What to produce → Treat the line containing "index tip: (380, 139)" as the last one, and return every line exactly from the first line of the material below up to it.

Study material →
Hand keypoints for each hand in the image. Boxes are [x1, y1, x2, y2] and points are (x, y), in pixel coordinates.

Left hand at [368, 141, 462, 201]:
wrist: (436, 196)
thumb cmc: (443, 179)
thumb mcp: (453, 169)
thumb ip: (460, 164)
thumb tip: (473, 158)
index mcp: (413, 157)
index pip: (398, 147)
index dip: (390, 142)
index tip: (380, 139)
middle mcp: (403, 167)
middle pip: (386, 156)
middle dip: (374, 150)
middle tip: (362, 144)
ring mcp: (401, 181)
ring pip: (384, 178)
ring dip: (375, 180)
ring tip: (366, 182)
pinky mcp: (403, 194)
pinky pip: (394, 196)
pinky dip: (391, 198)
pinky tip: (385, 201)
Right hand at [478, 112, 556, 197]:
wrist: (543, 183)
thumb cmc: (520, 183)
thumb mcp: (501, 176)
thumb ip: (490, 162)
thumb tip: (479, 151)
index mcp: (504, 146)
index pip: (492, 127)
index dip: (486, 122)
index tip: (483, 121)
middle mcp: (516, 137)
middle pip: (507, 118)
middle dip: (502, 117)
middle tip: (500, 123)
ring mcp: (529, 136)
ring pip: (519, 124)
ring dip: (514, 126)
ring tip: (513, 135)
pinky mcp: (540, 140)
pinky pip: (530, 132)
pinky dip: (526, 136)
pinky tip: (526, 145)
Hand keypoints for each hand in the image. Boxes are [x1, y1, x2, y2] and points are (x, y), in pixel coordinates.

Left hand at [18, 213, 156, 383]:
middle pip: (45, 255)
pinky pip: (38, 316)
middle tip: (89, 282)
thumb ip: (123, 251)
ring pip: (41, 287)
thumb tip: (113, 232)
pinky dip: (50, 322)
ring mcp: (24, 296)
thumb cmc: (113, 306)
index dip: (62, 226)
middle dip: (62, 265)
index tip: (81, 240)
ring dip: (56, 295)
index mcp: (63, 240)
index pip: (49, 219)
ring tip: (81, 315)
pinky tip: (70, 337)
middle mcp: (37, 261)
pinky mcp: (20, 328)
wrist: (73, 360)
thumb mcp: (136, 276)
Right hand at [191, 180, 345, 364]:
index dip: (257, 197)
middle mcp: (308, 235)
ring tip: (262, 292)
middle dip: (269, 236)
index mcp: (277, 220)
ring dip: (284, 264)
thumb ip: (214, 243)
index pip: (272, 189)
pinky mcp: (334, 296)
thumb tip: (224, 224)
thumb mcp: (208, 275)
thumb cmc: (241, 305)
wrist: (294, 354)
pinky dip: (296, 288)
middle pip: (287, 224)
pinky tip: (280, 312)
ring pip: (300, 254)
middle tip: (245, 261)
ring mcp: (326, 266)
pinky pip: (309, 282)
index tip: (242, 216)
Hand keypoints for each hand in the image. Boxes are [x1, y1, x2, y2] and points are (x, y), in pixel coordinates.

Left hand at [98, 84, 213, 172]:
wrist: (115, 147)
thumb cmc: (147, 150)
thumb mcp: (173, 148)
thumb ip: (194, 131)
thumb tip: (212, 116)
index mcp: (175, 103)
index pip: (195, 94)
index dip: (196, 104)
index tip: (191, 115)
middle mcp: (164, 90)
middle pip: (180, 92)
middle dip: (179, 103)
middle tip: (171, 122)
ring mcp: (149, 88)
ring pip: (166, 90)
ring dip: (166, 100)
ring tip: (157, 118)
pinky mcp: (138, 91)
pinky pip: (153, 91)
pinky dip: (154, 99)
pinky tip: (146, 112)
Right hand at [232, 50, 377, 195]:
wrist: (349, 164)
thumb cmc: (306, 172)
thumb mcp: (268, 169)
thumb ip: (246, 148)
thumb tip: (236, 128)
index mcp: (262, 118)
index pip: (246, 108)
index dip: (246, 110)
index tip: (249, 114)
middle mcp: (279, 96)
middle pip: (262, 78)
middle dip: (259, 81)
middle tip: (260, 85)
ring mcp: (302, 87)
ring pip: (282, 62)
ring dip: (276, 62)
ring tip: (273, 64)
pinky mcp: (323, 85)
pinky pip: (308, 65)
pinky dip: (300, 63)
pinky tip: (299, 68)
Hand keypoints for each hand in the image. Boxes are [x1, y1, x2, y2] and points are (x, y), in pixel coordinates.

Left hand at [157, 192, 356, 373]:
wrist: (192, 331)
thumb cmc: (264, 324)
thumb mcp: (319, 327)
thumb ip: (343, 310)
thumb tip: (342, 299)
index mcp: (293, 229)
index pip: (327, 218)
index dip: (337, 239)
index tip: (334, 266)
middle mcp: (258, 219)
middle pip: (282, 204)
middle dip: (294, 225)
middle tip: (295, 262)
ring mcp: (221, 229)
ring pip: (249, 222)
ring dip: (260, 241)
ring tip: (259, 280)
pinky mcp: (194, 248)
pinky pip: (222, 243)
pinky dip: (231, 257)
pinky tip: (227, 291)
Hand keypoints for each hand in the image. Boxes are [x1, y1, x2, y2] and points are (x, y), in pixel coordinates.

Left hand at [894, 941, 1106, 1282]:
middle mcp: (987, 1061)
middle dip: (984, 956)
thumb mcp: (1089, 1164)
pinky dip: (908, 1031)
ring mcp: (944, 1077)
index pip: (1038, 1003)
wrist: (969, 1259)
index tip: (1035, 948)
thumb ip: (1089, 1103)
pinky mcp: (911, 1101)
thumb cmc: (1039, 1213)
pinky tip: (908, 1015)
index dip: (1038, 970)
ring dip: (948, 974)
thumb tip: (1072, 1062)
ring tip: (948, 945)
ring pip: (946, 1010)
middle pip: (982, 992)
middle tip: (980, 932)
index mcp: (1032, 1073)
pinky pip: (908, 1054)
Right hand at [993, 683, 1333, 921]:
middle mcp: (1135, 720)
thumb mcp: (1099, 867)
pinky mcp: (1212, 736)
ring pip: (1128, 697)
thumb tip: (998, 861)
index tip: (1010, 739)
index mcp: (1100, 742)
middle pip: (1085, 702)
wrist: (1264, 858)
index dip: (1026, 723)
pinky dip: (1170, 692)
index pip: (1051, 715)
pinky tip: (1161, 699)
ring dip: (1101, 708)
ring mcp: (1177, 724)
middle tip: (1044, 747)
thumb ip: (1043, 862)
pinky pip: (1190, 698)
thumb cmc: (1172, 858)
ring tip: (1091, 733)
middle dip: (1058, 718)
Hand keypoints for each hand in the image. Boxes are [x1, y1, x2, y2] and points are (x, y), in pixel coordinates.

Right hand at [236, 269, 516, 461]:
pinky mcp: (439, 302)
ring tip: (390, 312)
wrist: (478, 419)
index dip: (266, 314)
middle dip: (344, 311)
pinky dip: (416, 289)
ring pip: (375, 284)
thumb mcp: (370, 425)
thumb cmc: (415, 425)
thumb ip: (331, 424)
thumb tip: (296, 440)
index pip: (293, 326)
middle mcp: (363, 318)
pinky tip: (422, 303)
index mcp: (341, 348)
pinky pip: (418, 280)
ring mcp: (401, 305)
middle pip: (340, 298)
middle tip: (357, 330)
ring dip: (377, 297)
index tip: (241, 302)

Answer to this task →
Hand keypoints for each hand in the image. Boxes are [x1, y1, x2, y2] and points are (x, y), in pixel coordinates.

Left hand at [368, 141, 462, 201]:
wrist: (436, 196)
thumb cmc: (443, 179)
thumb mcp: (453, 169)
thumb ip: (460, 164)
thumb tip: (473, 158)
index mcp: (413, 157)
index pip: (398, 147)
index dip: (390, 142)
index tip: (380, 139)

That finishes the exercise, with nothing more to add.